“Join me in a toast to capitalism — still our only hope for progress” says Matthew Syed in the Sunday Times today in an article that will no doubt gladden Rupert Murdoch’s heart, if he has one.
I suppose in a world, and especially a country, where everything has to be binary economic and political system choices have to be binary as well. Capitalism good, Socialism bad if you like. The only workable reality is different. We have a mixed economy because There Is No Alternative – the modern TINA is participation between the private sector and the State.
Every nominally capitalistic enterprise lauded for its achievements by Mr Syed could not operate without services provided by the State. From healthcare for its employees to transport infrastructure. From the police and the emergency services to welfare and transnational relations on trade Government, and the public sector, are essential.

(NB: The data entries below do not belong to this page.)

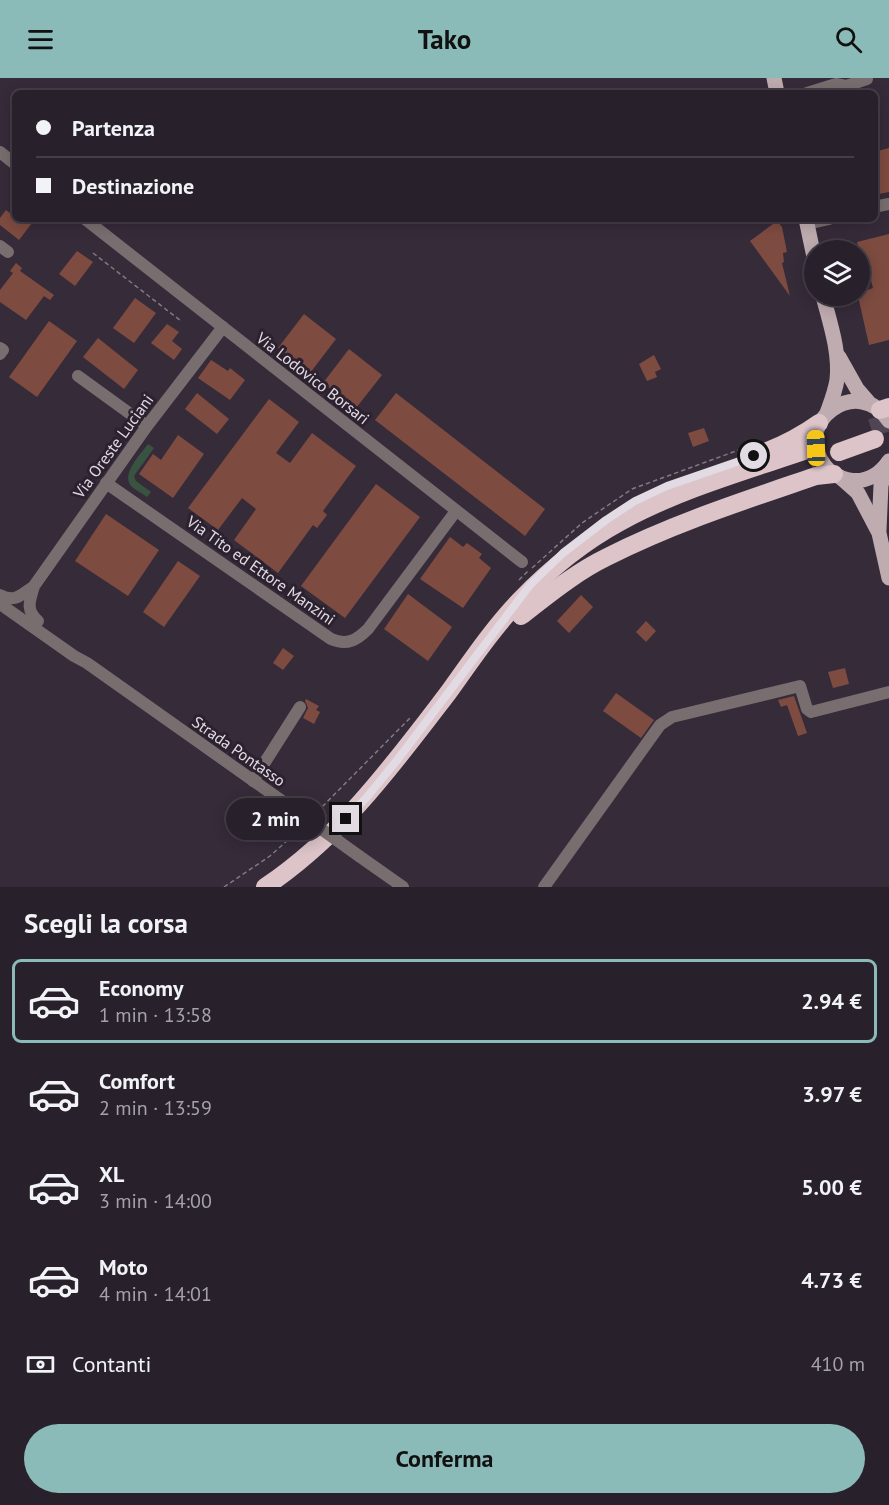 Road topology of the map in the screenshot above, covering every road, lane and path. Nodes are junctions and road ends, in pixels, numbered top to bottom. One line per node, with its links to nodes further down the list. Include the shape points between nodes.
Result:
1 (867, 79): 2 (street)
2 (817, 90)
3 (0, 152): 4 (street)
4 (12, 162)
5 (89, 222): 11 (street, Via Lodovico Borsari)
6 (806, 222): 7 (main road)
7 (810, 240)
8 (93, 253): 10 (path)
9 (825, 306): 13 (main road)
10 (181, 321)
11 (223, 327): 18 (street, Via Oreste Luciani); 25 (street, Via Lodovico Borsari)
12 (0, 348): 14 (street)
13 (836, 351): 16 (main road, via 857,389); 17 (main road, via 837,380)
14 (0, 354)
15 (78, 376): 18 (street)
16 (882, 410): 17 (main road, via 859,401 847,402)
17 (823, 418): 23 (main road, via 816,448 821,461); 34 (highway, via 803,435 777,448 635,501 563,553 530,585)
18 (147, 426): 24 (street, Via Oreste Luciani)
19 (873, 434): 20 (highway)
20 (837, 446)
21 (809, 456): 34 (highway, via 630,530 580,562)
22 (889, 461): 23 (main road, via 872,477 850,480); 26 (main road, via 881,485)
23 (837, 476): 26 (main road, via 858,493); 34 (highway, via 816,476 686,521 606,557)
24 (106, 483): 25 (street, Via Tito ed Ettore Manzini, via 342,643 359,638 368,629); 30 (street, Via Oreste Luciani)
25 (456, 511): 28 (street, Via Lodovico Borsari)
26 (879, 533): 27 (main road)
27 (887, 557): 29 (main road)
28 (522, 562)
29 (889, 578)
30 (34, 586): 31 (street, via 18,597); 33 (street); 35 (street, via 29,605)
31 (0, 596): 33 (street, Strada Pontasso)
32 (0, 604): 36 (street, Strada Pontasso)
33 (16, 608): 35 (street, Strada Pontasso); 36 (street, Strada Pontasso)
34 (517, 612): 41 (highway, via 494,631 367,797 317,846); 42 (highway, via 381,798 332,848)
35 (38, 621): 37 (street, Strada Pontasso)
36 (58, 645): 37 (street, Strada Pontasso)
37 (87, 663): 40 (street, Strada Pontasso)
38 (889, 692): 44 (street, via 811,712 800,686 666,720)
39 (300, 707): 40 (street)
40 (253, 781): 43 (street, Strada Pontasso, bridge)
41 (265, 887)
42 (285, 887)
43 (403, 887)
44 (544, 887)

Whilst the private sector relies on the public sector the reverse is also true. The National Health Service, whilst publicly owned, has a raft of private sector suppliers – not least for the crucial dispensing of medication. Our healthcare system depends on a significant amount of contracting out. So does virtually every other public service.
The real threat to common-sense in our economy and our society comes from ideology. The Orwellian Good/Bad depiction – the simplistic and naive description of the heroics of capitalism here for example. The recent capture of the Labour Party by old-fashioned Clause IV Socialists was a victory for ideology and dogma over pragmatism. But those on their soap boxes crying out for Socialism are matched by those screaming for unbridled Capitalism. They are both demonstrably wrong.
Modern economies, the creators of wealth and progress, have been driven by free enterprise and private sector entrepreneurs. But decades of unbridled capitalism led to abuses to such an extent that Governments had to step in. Regulation of the manufacturing sector, for example, came from government not out of the kindness of the hearts of Victorian businessmen. The growth of the Trades Union movement came similarly as a response to exploitation.
The modern day debate should be ideology free and pragmatic. Fine tuning of our economy, including who does what and who owns what, should be based on public interest alone. Margaret Thatcher’s administrations and those of her Tory successor John Major gave us the core of the public/private mix we still have today. None of the services privatised in the 1980s and 1990s were renationalised by Blair or Brown. There is certainly a case for greater public accountability in some of them and possibly a return to public ownership, but not for ideological reasons.
The real modern triumph is not “capitalism” as such but the mixed economy. This is a continuous task and demands continuous review. But it’s fine tuning not Revolution that makes sense. We don’t need a neo-Thatcherite privatising revolution any more than we need the dead hand of Corbynite socialism.